では、どうすればよいのだろうか。経済紙の記者として4年余りワシントンに駐在し、取材してきた経験から、筆者が参考になると感じるのは、米国で通信や放送、インターネットを所管する連邦通信委員会(FCC)の組織のあり方だ。
FCCは米国に50前後ある「独立行政委員会」の一つだ。この場合、何からの独立を意味しているかと言うと、行政機関である「大統領府」からの独立なのだ。そして、FCCは、立法府である議会の意向を尊重し易い組織となっている。

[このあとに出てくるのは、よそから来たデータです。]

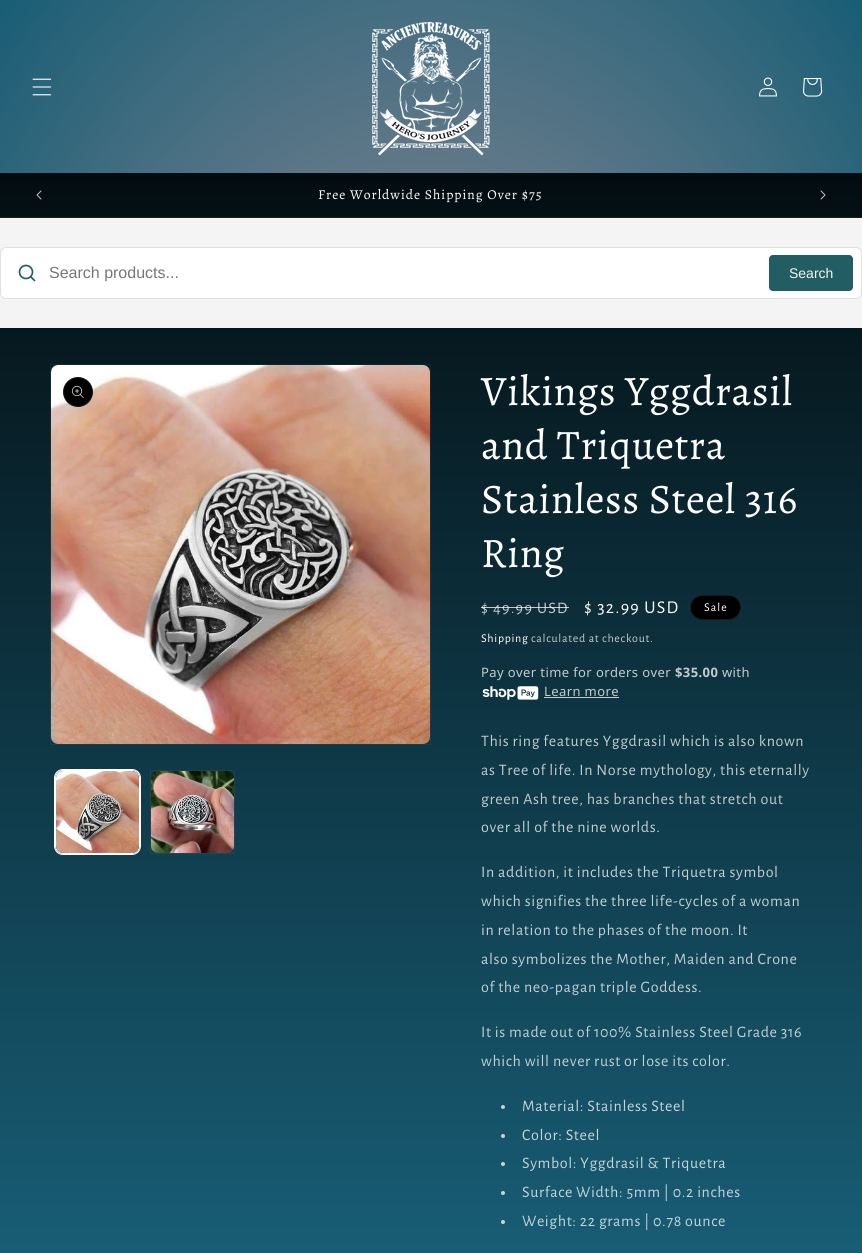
#include <cairo.h>
#include <math.h>
#include <stddef.h>


static void set_color(cairo_t *cr, unsigned color) {
    cairo_set_source_rgb(cr, (color >> 16) / 255.0, (color >> 8 & 255) / 255.0, (color & 255) / 255.0);
}

static void draw_text(cairo_t *cr, double x, double y, const char *s, const char *family, double size, int italic, int bold, unsigned color) {
    cairo_select_font_face(cr, family, italic ? CAIRO_FONT_SLANT_ITALIC : CAIRO_FONT_SLANT_NORMAL,
        bold ? CAIRO_FONT_WEIGHT_BOLD : CAIRO_FONT_WEIGHT_NORMAL);
    cairo_set_font_size(cr, size);
    set_color(cr, color);
    cairo_move_to(cr, x, y);
    cairo_show_text(cr, s);
}

static void draw_spaced(cairo_t *cr, double x, double y, const char *s, double letter, double word) {
    cairo_move_to(cr, x, y);
    while (*s) {
        char ch[5] = {0};
        int n = 0;
        do ch[n++] = *s++; while ((*s & 0xC0) == 0x80);
        cairo_show_text(cr, ch);
        cairo_rel_move_to(cr, letter + word * (*ch == ' '), 0);
    }
}

static void fill_rect(cairo_t *cr, double x, double y, double w, double h, unsigned color) {
    set_color(cr, color);
    cairo_rectangle(cr, x, y, w, h);
    cairo_fill(cr);
}

static void rounded_rect(cairo_t *cr, double x, double y, double w, double h, double r) {
    cairo_new_sub_path(cr);
    cairo_arc(cr, x + w - r, y + h - r, r, 0, M_PI / 2);
    cairo_arc(cr, x + r, y + h - r, r, M_PI / 2, M_PI);
    cairo_arc(cr, x + r, y + r, r, M_PI, 1.5 * M_PI);
    cairo_arc(cr, x + w - r, y + r, r, 1.5 * M_PI, 2 * M_PI);
    cairo_close_path(cr);
}

static void draw_image(cairo_t *cr, const char *path, double x, double y, double w, double h) {
    cairo_surface_t *image = cairo_image_surface_create_from_png(path);
    cairo_save(cr);
    cairo_set_source_surface(cr, image, x, y);
    cairo_rectangle(cr, x, y, w, h);
    cairo_fill(cr);
    cairo_restore(cr);
    cairo_surface_destroy(image);
}

int main(void) {
    cairo_surface_t *surface = cairo_image_surface_create(CAIRO_FORMAT_RGB24, 862, 1253);
    cairo_t *cr = cairo_create(surface);
    cairo_font_options_t *options = cairo_font_options_create();
    cairo_font_options_set_hint_metrics(options, CAIRO_HINT_METRICS_OFF);
    cairo_font_options_set_hint_style(options, CAIRO_HINT_STYLE_NONE);
    cairo_set_font_options(cr, options);
    cairo_set_miter_limit(cr, 4);
    cairo_pattern_t *gradient;
    set_color(cr, 0xF4F4F4);
    cairo_paint(cr);
    gradient = cairo_pattern_create_radial(0, 0, 0, 0, 0, 1);
    cairo_pattern_set_matrix(gradient, &(cairo_matrix_t){1.0 / 610, 0, 0, 1.0 / 886, -1.0 * 431 / 610, -1.0 * 627 / 886});
    cairo_pattern_add_color_stop_rgba(gradient, 0.5, 0.388, 0.475, 0.537, 1);
    cairo_pattern_add_color_stop_rgba(gradient, 1, 0.094, 0.365, 0.459, 1);
    cairo_set_source(cr, gradient);
    cairo_pattern_destroy(gradient);
    cairo_rectangle(cr, 0, 0, 862, 173);
    cairo_fill(cr);
    draw_image(cr, "assets/img1.png", 32, 78, 20, 18);
    draw_image(cr, "assets/img2.png", 372, 21, 118, 135);
    draw_image(cr, "assets/img3.png", 759, 77, 18, 20);
    draw_image(cr, "assets/img4.png", 803, 78, 20, 19);
    gradient = cairo_pattern_create_linear(431, 0, 431, 1253);
    cairo_pattern_add_color_stop_rgba(gradient, 0, 0, 0, 0, 1);
    cairo_pattern_add_color_stop_rgba(gradient, 1, 0.094, 0.365, 0.459, 1);
    cairo_set_source(cr, gradient);
    cairo_pattern_destroy(gradient);
    cairo_rectangle(cr, 0, 173, 862, 44);
    cairo_fill(cr);
    fill_rect(cr, 0, 217, 862, 1, 0x182327);
    draw_image(cr, "assets/img5.png", 36, 190, 6, 10);
    cairo_select_font_face(cr, "Alegreya", CAIRO_FONT_SLANT_NORMAL, CAIRO_FONT_WEIGHT_NORMAL);
    cairo_set_font_size(cr, 13.6);
    set_color(cr, 0xFFFFFF);
    draw_spaced(cr, 318, 199, "Free Worldwide Shipping Over $75", 1, 0);
    draw_image(cr, "assets/img6.png", 820, 190, 6, 10);
    rounded_rect(cr, 0.5, 247.5, 861, 51, 5.5);
    cairo_fill_preserve(cr);
    set_color(cr, 0xE0E0E0);
    cairo_set_line_width(cr, 1);
    cairo_stroke(cr);
    cairo_arc(cr, 26, 272, 6.5, 0, 2 * M_PI);
    set_color(cr, 0x225D63);
    cairo_set_line_width(cr, 1.7);
    cairo_stroke(cr);
    cairo_new_path(cr);
    cairo_move_to(cr, 34.5, 280.5);
    cairo_line_to(cr, 31, 277);
    cairo_set_line_cap(cr, CAIRO_LINE_CAP_ROUND);
    cairo_set_line_join(cr, CAIRO_LINE_JOIN_ROUND);
    cairo_stroke(cr);
    draw_text(cr, 49, 278, "Search products...", "Liberation Sans", 16, 0, 0, 0x797572);
    set_color(cr, 0x225D63);
    rounded_rect(cr, 769, 255, 84, 36, 4);
    cairo_fill(cr);
    draw_text(cr, 789, 278, "Search", "Liberation Sans", 14, 0, 0, 0xF4F4F4);
    gradient = cairo_pattern_create_linear(431, 0, 431, 1253);
    cairo_pattern_add_color_stop_rgba(gradient, 0, 0, 0, 0, 1);
    cairo_pattern_add_color_stop_rgba(gradient, 1, 0.094, 0.365, 0.459, 1);
    cairo_set_source(cr, gradient);
    cairo_pattern_destroy(gradient);
    cairo_rectangle(cr, 0, 328, 862, 925);
    cairo_fill(cr);
    cairo_rectangle(cr, 50.5, 364.5, 380, 380);
    cairo_set_source_rgba(cr, 1, 1, 1, 0.05);
    cairo_set_line_width(cr, 1);
    cairo_set_line_cap(cr, CAIRO_LINE_CAP_BUTT);
    cairo_set_line_join(cr, CAIRO_LINE_JOIN_MITER);
    cairo_stroke(cr);
    draw_image(cr, "assets/img7.png", 51, 365, 379, 379);
    set_color(cr, 0x000000);
    cairo_arc(cr, 78, 392, 15, 0, 2 * M_PI);
    cairo_fill(cr);
    cairo_arc(cr, 78, 392, 14.5, 0, 2 * M_PI);
    cairo_set_source_rgba(cr, 1, 1, 1, 0.1);
    cairo_stroke(cr);
    draw_image(cr, "assets/img8.png", 72, 386, 12, 12);
    rounded_rect(cr, 54.5, 769.5, 86, 85, 8.5);
    set_color(cr, 0xFFFFFF);
    cairo_stroke(cr);
    rounded_rect(cr, 55.5, 770.5, 84, 83, 7.5);
    cairo_stroke(cr);
    draw_image(cr, "assets/img9.png", 56, 771, 83, 82);
    cairo_rectangle(cr, 150.5, 770.5, 84, 83);
    cairo_set_source_rgba(cr, 1, 1, 1, 0.05);
    cairo_stroke(cr);
    draw_image(cr, "assets/img10.png", 151, 771, 83, 82);
    cairo_select_font_face(cr, "Alegreya", CAIRO_FONT_SLANT_NORMAL, CAIRO_FONT_WEIGHT_NORMAL);
    cairo_set_font_size(cr, 42);
    set_color(cr, 0xFFFFFF);
    draw_spaced(cr, 481, 405, "Vikings Yggdrasil", 0.6, 0);
    draw_spaced(cr, 481, 459, "and Triquetra", 0.6, 0);
    draw_spaced(cr, 481, 513, "Stainless Steel 316", 0.6, 0);
    draw_spaced(cr, 481, 567, "Ring", 0.6, 0);
    cairo_select_font_face(cr, "Alegreya Sans", CAIRO_FONT_SLANT_NORMAL, CAIRO_FONT_WEIGHT_NORMAL);
    cairo_set_font_size(cr, 16);
    set_color(cr, 0xC2CBCD);
    draw_spaced(cr, 481, 613, "$ 49.99 USD", 1.25, 0);
    cairo_set_source_rgba(cr, 1, 1, 1, 0.75);
    cairo_rectangle(cr, 481, 607, 88, 1);
    cairo_fill(cr);
    cairo_set_font_size(cr, 18);
    set_color(cr, 0xFFFFFF);
    draw_spaced(cr, 584, 613, "$ 32.99 USD", 1.25, 0);
    set_color(cr, 0x000000);
    rounded_rect(cr, 690, 595, 51, 25, 12.5);
    cairo_fill(cr);
    rounded_rect(cr, 690.5, 595.5, 50, 24, 12);
    cairo_set_source_rgba(cr, 1, 1, 1, 0.1);
    cairo_stroke(cr);
    cairo_set_font_size(cr, 12);
    set_color(cr, 0xFFFFFF);
    draw_spaced(cr, 704, 611, "Sale", 1, 0);
    draw_spaced(cr, 481, 642, "Shipping", 0.7, 0);
    set_color(cr, 0xC2CBCD);
    draw_spaced(cr, 531, 642, "calculated at checkout.", 0.7, 0);
    cairo_select_font_face(cr, "Noto Sans", CAIRO_FONT_SLANT_NORMAL, CAIRO_FONT_WEIGHT_NORMAL);
    cairo_set_font_size(cr, 13);
    draw_spaced(cr, 481, 677, "Pay over time for orders over", 0.4, 0);
    cairo_select_font_face(cr, "Noto Sans", CAIRO_FONT_SLANT_NORMAL, CAIRO_FONT_WEIGHT_BOLD);
    draw_spaced(cr, 675, 677, "$35.00", 0.4, 0);
    cairo_select_font_face(cr, "Noto Sans", CAIRO_FONT_SLANT_NORMAL, CAIRO_FONT_WEIGHT_NORMAL);
    draw_spaced(cr, 722, 677, "with", 0.4, 0);
    draw_image(cr, "assets/img11.png", 482, 686, 57, 14);
    draw_spaced(cr, 544, 696, "Learn more", 0.4, 0);
    fill_rect(cr, 544, 697, 75, 1, 0xC3CCD0);
    cairo_select_font_face(cr, "Alegreya Sans", CAIRO_FONT_SLANT_NORMAL, CAIRO_FONT_WEIGHT_NORMAL);
    cairo_set_font_size(cr, 16);
    set_color(cr, 0xC2CBCD);
    draw_spaced(cr, 481, 746, "This ring features Yggdrasil which is also known", 0.6, 0);
    draw_spaced(cr, 481, 775, "as Tree of life. In Norse mythology, this eternally", 0.6, 0);
    draw_spaced(cr, 481, 804, "green Ash tree, has branches that stretch out", 0.6, 0);
    set_color(cr, 0xC3CFD3);
    draw_spaced(cr, 481, 832, "over all of the nine worlds.", 0.6, 0);
    draw_spaced(cr, 481, 877, "In addition, it includes the Triquetra symbol", 0.6, 0);
    draw_spaced(cr, 481, 906, "which signifies the three life-cycles of a woman", 0.6, 0);
    draw_spaced(cr, 481, 935, "in relation to the phases of the moon. It", 0.6, 0);
    draw_spaced(cr, 481, 964, "also symbolizes the Mother, Maiden and Crone", 0.6, 0);
    draw_spaced(cr, 481, 992, "of the neo-pagan triple Goddess.", 0.6, 0);
    draw_spaced(cr, 481, 1037, "It is made out of 100% Stainless Steel Grade 316", 0.6, 0);
    draw_spaced(cr, 481, 1066, "which will never rust or lose its color.", 0.6, 0);
    set_color(cr, 0xC5D4D9);
    cairo_new_path(cr);
    cairo_arc(cr, 503, 1107, 2, 0, 2 * M_PI);
    cairo_fill(cr);
    draw_spaced(cr, 522, 1111, "Material: Stainless Steel", 0.6, 0);
    set_color(cr, 0xC5D4DA);
    cairo_new_path(cr);
    cairo_arc(cr, 503, 1136, 2, 0, 2 * M_PI);
    cairo_fill(cr);
    set_color(cr, 0xC5D4D9);
    draw_spaced(cr, 522, 1140, "Color: Steel", 0.6, 0);
    set_color(cr, 0xC5D5DB);
    cairo_new_path(cr);
    cairo_arc(cr, 503, 1164, 2, 0, 2 * M_PI);
    cairo_fill(cr);
    set_color(cr, 0xC5D4D9);
    draw_spaced(cr, 522, 1168, "Symbol: Yggdrasil & Triquetra", 0.6, 0);
    set_color(cr, 0xC5D5DB);
    cairo_new_path(cr);
    cairo_arc(cr, 503, 1193, 2, 0, 2 * M_PI);
    cairo_fill(cr);
    set_color(cr, 0xC5D4D9);
    draw_spaced(cr, 522, 1197, "Surface Width: 5mm | 0.2 inches", 0.6, 0);
    set_color(cr, 0xC5D6DC);
    cairo_new_path(cr);
    cairo_arc(cr, 503, 1222, 2, 0, 2 * M_PI);
    cairo_fill(cr);
    set_color(cr, 0xC5D4D9);
    draw_spaced(cr, 522, 1226, "Weight: 22 grams | 0.78 ounce", 0.6, 0);
    cairo_surface_write_to_png(surface, "output.png");
    cairo_font_options_destroy(options);
    cairo_destroy(cr);
    cairo_surface_destroy(surface);
    return 0;
}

換言すれば、時の大統領が放送や無線の免許を付与する権限や、政治的公正を審査する権限を乱用して、自分に有利な言論操作を行うことができないように、採用された仕組みがFCCの独立行政委員会方式なのだ。
この成り立ちこそ、FCCが、中立かつ客観的な存在として広く米国内で認知され、放送やインターネットの規制に果敢に取り組むことができる制度的な根拠となっている。
外形標準課税の導入失敗や、新銀行東京の事実上の経営破たんといった初期の石原都政の躓きが、突き詰めれば、行政の役割を逸脱したことに取り組んだことが原因だったことを思い出してみてほしい。行政は万能ではない。例え、動機や趣旨が正しくても、責任を果たせる役割は自ずから限られているのである。
「表現・言論の自由」の規制に、誰が相応しいか。ここは今一度の再考に値するタイミングにあるのではないだろうか。